Data entries:

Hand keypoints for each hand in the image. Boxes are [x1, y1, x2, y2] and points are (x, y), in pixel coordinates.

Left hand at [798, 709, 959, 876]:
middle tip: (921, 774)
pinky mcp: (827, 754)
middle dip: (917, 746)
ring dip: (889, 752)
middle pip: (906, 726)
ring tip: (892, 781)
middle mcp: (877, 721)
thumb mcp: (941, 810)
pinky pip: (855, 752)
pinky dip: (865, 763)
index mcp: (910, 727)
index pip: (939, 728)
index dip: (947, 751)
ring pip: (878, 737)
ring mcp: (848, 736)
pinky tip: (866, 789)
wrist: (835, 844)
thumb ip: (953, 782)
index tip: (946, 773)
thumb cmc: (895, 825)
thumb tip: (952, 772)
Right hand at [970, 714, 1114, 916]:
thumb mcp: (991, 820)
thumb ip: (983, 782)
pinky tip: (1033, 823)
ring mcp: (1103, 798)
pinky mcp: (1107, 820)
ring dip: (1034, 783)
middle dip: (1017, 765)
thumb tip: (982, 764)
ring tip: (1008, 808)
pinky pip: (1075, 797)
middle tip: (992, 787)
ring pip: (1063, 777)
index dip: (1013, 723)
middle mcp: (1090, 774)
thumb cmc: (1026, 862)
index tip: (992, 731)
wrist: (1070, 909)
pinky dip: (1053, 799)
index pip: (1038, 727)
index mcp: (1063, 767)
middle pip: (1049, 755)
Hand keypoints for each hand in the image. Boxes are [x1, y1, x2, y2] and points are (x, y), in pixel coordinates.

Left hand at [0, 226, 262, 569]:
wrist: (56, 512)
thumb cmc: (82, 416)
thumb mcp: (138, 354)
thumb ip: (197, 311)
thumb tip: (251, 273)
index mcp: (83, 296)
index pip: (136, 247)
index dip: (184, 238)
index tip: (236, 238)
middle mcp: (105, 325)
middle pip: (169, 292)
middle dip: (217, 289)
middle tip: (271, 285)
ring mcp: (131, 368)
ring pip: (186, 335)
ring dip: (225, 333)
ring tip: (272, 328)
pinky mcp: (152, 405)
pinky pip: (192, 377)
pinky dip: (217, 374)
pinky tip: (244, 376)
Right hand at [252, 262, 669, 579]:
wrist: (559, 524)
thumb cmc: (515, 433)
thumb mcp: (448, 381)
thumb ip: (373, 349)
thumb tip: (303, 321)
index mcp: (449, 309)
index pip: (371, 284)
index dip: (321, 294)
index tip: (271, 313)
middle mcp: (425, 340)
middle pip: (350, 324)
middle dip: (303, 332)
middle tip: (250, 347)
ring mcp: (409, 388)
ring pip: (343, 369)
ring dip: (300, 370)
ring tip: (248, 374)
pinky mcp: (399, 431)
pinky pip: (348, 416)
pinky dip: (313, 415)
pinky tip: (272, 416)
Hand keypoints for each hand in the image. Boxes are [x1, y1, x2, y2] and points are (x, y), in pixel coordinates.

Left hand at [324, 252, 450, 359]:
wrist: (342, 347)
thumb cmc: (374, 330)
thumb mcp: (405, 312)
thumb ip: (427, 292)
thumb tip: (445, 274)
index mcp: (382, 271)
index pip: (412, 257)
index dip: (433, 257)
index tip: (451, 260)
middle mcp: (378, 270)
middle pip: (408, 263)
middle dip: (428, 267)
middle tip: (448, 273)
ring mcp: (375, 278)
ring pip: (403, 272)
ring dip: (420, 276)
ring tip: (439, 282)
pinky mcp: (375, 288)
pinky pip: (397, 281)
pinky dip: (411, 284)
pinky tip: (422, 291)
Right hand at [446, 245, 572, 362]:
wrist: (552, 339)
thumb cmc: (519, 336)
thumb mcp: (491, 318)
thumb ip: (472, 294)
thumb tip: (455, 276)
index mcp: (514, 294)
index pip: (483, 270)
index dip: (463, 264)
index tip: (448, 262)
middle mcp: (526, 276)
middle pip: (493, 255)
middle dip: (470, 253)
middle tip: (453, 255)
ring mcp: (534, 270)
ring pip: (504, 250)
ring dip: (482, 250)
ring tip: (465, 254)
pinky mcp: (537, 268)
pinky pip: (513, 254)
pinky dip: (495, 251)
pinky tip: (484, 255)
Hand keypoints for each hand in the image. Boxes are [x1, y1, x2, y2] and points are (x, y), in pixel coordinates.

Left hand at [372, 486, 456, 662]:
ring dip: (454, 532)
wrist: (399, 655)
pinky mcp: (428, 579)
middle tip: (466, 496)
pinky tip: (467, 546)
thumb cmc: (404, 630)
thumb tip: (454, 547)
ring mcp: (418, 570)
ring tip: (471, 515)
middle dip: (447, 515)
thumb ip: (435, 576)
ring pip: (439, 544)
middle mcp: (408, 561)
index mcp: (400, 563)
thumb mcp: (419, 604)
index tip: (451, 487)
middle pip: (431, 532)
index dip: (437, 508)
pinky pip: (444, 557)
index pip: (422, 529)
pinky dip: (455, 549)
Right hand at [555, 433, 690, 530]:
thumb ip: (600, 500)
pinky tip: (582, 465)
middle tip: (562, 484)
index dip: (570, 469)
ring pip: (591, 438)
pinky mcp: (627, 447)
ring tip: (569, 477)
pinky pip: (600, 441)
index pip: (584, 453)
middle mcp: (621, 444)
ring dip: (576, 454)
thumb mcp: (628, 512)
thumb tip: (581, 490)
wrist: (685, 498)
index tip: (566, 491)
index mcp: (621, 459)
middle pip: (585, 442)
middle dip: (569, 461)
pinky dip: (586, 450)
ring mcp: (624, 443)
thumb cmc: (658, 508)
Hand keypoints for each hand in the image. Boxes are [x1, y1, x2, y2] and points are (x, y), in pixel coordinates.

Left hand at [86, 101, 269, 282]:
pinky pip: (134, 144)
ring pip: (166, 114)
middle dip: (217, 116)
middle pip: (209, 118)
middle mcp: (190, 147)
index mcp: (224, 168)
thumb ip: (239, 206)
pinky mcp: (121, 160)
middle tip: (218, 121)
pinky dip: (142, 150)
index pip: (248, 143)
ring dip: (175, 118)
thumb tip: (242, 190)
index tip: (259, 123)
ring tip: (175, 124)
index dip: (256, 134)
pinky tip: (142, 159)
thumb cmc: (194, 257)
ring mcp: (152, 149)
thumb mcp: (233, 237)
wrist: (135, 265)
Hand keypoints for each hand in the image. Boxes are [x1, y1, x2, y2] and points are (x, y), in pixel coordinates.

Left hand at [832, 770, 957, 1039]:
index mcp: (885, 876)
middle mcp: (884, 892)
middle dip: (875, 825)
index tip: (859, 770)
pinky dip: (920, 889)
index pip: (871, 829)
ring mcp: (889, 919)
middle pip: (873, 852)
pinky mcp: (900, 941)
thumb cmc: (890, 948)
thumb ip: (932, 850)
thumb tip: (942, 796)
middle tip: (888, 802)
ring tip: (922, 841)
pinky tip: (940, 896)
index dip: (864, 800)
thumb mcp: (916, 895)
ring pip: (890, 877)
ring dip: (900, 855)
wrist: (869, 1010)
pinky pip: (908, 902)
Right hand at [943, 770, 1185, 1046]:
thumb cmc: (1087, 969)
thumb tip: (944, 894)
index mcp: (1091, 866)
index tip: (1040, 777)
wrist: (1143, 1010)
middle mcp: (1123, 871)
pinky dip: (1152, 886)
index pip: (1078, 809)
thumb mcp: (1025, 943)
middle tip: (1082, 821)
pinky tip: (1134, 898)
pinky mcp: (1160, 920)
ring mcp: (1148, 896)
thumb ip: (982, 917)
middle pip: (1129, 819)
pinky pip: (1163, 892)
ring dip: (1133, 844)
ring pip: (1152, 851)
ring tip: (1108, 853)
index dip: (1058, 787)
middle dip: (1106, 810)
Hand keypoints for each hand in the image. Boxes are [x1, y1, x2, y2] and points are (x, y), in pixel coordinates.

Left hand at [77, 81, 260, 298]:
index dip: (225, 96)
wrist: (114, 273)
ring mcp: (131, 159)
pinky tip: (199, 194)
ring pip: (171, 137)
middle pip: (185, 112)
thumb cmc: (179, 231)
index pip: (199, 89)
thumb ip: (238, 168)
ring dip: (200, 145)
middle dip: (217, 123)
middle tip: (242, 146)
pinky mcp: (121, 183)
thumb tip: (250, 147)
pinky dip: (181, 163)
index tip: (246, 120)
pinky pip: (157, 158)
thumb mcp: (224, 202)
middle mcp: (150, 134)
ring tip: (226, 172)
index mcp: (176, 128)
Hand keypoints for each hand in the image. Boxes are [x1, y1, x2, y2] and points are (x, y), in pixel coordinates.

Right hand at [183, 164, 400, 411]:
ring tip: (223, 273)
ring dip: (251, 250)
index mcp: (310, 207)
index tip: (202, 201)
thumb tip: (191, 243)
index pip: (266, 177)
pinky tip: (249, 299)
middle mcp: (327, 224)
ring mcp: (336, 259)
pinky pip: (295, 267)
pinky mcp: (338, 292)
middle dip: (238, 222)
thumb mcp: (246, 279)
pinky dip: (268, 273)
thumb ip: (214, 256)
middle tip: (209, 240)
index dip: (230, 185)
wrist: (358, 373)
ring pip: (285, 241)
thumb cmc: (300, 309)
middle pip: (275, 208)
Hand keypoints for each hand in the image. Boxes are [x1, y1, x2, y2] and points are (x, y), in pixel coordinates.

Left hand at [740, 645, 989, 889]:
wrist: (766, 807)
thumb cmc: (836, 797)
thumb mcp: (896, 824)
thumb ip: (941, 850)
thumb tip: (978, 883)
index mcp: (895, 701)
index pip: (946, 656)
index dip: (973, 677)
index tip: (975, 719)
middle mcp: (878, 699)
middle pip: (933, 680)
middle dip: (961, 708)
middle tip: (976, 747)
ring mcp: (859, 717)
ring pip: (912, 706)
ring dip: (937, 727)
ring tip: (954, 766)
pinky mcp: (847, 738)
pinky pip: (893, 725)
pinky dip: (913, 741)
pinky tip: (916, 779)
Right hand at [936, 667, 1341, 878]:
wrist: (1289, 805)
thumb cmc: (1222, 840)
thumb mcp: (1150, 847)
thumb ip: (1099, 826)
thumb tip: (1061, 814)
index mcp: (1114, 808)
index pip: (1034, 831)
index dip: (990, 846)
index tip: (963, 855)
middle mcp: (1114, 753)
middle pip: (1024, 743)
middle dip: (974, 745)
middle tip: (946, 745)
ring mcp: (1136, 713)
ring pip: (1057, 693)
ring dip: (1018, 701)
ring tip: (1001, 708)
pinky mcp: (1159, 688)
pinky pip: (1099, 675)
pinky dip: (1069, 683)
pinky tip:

Required action:
The line above containing "thumb cmc: (895, 825)", the line containing "pinky dip: (217, 374)", and every line between them are to be transcribed exactly; no other line is wanted.

Solution for this exercise:
thumb cmc: (895, 825)
thumb tip: (952, 772)
Right hand at [970, 714, 1114, 916]:
thumb mcp: (991, 820)
thumb ip: (983, 782)
pinky tip: (1033, 823)
ring mcp: (1103, 798)
pinky mcp: (1107, 820)
ring dip: (1034, 783)
middle dip: (1017, 765)
thumb tip: (982, 764)
ring tip: (1008, 808)
pinky pip: (1075, 797)
middle tip: (992, 787)
ring pip: (1063, 777)
index dip: (1013, 723)
middle mcp: (1090, 774)
thumb cmc: (1026, 862)
index tip: (992, 731)
wrist: (1070, 909)
pinky dip: (1053, 799)
index pip: (1038, 727)
index mcp: (1063, 767)
middle pip: (1049, 755)
Hand keypoints for each hand in the image. Boxes are [x1, y1, x2, y2] and points are (x, y), in pixel coordinates.

Left hand at [0, 226, 262, 569]:
wrist: (56, 512)
thumb cmc: (82, 416)
thumb mcp: (138, 354)
thumb ip: (197, 311)
thumb tip: (251, 273)
index mcp: (83, 296)
index pip: (136, 247)
index dip: (184, 238)
index tip: (236, 238)
middle mcp: (105, 325)
middle pip: (169, 292)
middle dip: (217, 289)
middle tip: (271, 285)
ring mcp: (131, 368)
ring pip: (186, 335)
ring dip: (225, 333)
ring tip: (272, 328)
pinky mcp: (152, 405)
pinky pip: (192, 377)
pinky dip: (217, 374)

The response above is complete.